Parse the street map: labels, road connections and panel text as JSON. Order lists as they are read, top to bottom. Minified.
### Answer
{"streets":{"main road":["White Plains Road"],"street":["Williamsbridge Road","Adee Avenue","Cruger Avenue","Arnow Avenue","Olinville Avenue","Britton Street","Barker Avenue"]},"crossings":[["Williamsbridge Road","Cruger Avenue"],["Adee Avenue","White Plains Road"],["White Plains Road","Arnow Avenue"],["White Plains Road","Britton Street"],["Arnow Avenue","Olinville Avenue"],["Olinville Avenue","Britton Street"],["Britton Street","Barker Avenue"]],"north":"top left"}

...

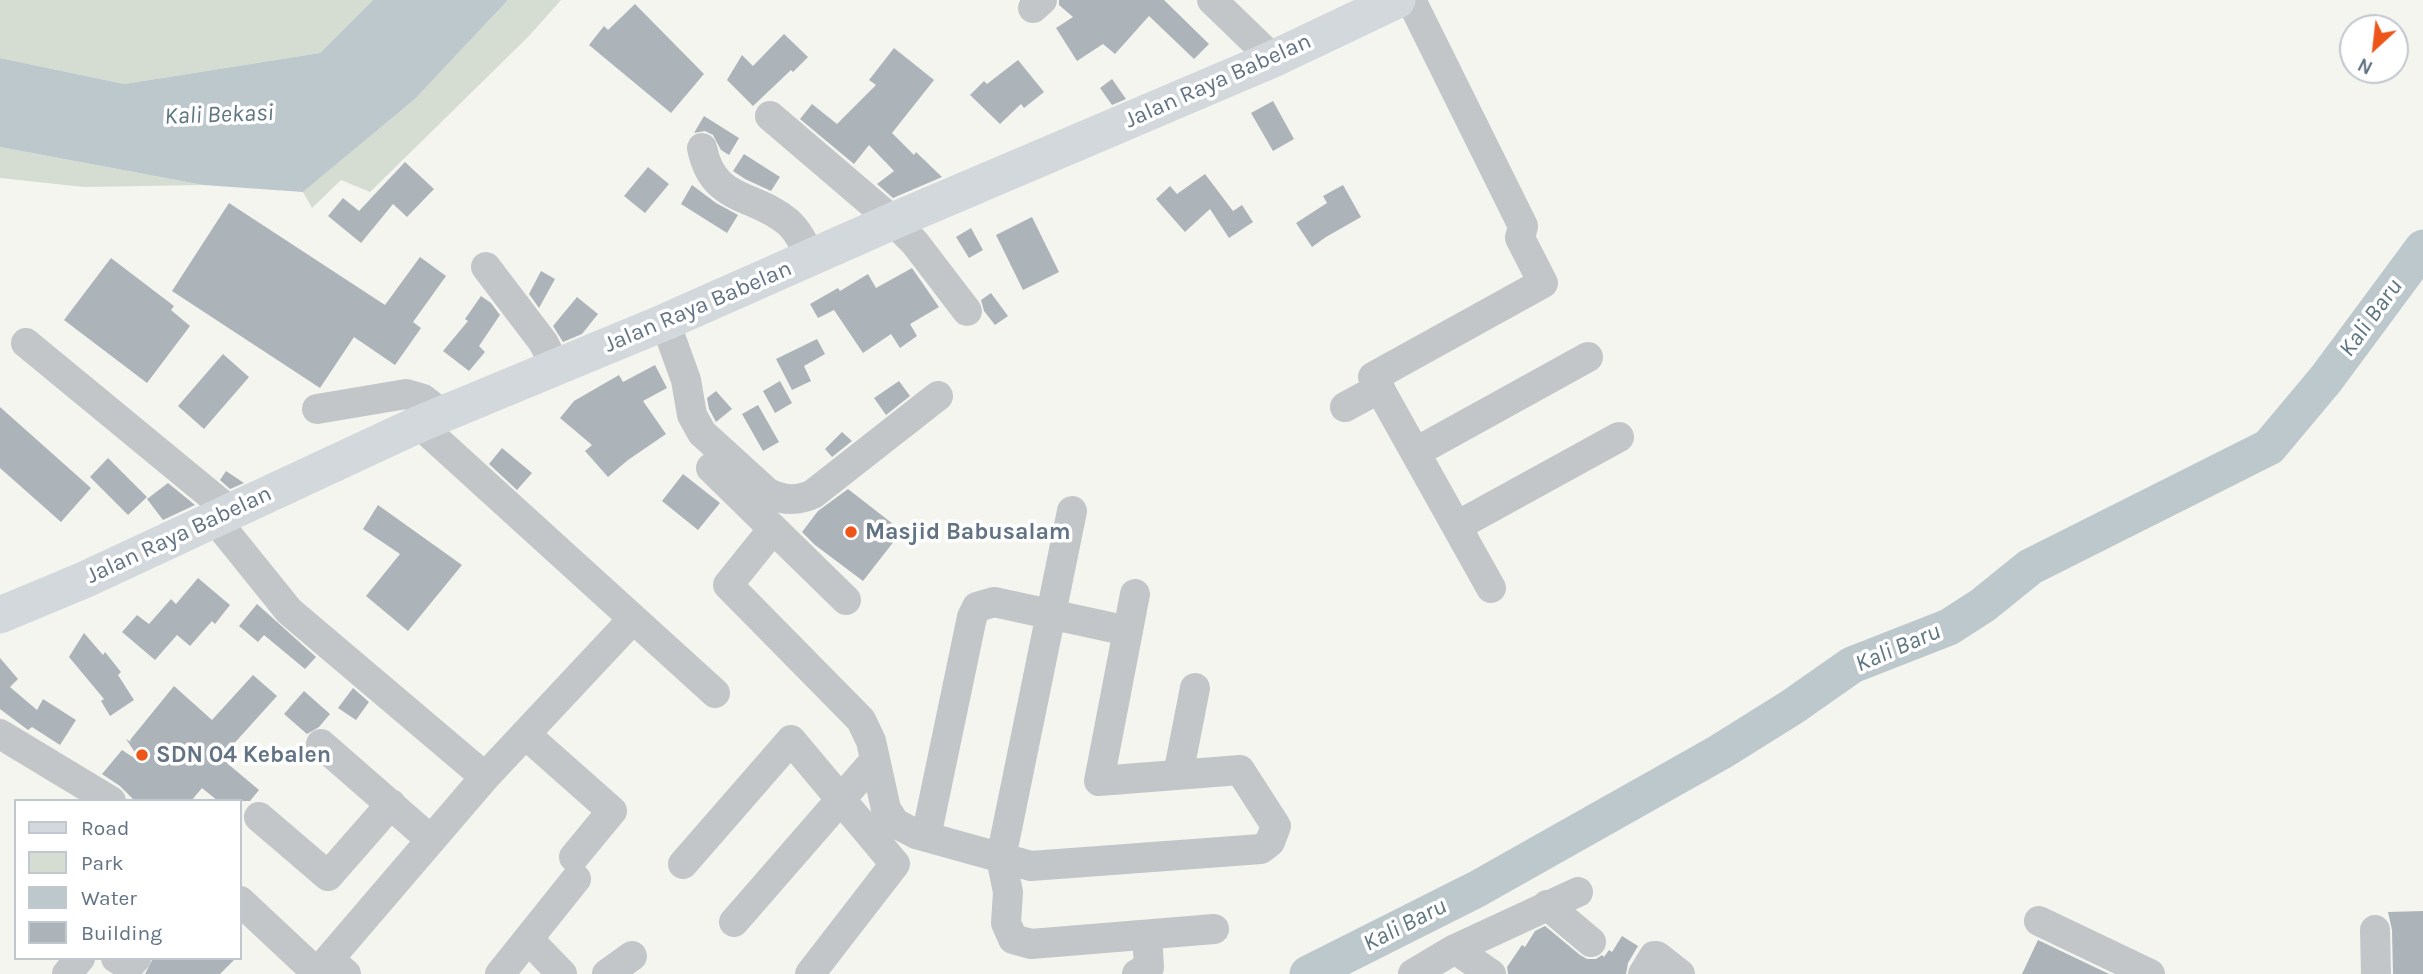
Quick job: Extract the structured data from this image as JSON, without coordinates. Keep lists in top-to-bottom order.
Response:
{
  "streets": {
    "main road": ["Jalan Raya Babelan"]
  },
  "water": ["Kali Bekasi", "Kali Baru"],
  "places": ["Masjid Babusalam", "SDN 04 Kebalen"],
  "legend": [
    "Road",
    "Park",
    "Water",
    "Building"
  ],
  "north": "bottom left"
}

Problem to solve:
List each line of the records that holds the string "lists".

Result of this exercise:
Parse the street map: labels, road connections and panel text as JSON. Order lists as they are read, top to bottom. Minified.
Quick job: Extract the structured data from this image as JSON, without coordinates. Keep lists in top-to-bottom order.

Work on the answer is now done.